WHAT YOU NEED TO DO -> The word "Papin" marks the lines to keep; find each one in the data and copy it.

DATA RECORDS ->
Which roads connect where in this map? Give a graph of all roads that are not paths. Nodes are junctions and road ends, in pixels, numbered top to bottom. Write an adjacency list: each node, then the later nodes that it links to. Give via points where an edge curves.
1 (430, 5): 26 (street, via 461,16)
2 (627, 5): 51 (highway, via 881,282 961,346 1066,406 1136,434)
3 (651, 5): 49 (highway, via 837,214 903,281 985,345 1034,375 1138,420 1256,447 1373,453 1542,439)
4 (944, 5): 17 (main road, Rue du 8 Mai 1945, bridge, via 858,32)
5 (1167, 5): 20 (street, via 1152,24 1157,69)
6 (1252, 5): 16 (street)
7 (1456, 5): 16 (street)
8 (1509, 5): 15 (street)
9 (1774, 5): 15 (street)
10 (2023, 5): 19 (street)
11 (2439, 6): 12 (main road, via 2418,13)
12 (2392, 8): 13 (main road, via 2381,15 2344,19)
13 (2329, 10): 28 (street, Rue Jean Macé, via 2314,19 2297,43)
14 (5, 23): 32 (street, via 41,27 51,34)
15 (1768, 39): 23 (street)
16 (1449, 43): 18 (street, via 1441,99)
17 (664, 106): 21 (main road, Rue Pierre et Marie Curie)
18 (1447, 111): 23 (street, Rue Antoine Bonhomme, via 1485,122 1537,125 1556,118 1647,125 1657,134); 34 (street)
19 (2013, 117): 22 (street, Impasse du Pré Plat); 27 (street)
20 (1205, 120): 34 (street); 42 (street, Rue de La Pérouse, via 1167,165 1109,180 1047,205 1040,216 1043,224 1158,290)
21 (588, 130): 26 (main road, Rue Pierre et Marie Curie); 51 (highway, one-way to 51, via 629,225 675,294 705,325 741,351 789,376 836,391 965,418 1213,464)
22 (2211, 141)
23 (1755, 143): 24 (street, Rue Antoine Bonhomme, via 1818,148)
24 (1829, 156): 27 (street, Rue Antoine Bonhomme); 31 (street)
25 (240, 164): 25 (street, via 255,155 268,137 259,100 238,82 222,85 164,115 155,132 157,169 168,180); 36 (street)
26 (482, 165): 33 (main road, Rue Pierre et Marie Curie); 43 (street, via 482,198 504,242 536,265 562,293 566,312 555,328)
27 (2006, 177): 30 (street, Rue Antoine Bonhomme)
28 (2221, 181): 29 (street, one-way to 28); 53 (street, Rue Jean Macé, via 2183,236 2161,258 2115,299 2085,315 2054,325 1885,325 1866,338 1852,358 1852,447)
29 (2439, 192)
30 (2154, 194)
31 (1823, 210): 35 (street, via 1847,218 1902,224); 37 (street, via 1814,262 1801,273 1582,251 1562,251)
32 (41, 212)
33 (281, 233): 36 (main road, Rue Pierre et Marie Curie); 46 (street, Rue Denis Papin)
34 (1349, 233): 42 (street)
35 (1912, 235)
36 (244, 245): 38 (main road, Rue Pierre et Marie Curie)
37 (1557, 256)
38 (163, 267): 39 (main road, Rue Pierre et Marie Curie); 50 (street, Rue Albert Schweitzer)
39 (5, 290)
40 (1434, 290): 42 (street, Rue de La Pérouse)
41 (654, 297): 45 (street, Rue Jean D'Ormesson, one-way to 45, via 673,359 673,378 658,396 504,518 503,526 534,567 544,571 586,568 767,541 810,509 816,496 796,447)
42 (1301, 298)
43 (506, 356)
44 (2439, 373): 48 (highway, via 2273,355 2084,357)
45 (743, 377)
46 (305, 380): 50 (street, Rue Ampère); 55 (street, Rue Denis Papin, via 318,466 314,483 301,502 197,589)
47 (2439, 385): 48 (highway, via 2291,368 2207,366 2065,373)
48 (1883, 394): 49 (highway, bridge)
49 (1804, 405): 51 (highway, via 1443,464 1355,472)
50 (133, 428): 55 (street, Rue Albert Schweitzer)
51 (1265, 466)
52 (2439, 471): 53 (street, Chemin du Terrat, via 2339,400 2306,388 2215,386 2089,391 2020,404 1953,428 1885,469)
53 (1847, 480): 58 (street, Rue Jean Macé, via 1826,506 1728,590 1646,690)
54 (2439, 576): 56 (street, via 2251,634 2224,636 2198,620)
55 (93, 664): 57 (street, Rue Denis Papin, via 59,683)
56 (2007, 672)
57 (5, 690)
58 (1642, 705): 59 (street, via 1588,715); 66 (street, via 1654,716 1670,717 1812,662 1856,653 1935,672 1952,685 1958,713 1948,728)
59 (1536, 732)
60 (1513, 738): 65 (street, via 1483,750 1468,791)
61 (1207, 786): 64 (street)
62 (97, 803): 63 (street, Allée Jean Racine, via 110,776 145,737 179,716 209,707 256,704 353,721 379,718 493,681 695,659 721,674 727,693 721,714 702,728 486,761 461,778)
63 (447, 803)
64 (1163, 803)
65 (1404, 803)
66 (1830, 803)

TASK ANSWER ->
33 (281, 233): 36 (main road, Rue Pierre et Marie Curie); 46 (street, Rue Denis Papin)
46 (305, 380): 50 (street, Rue Ampère); 55 (street, Rue Denis Papin, via 318,466 314,483 301,502 197,589)
55 (93, 664): 57 (street, Rue Denis Papin, via 59,683)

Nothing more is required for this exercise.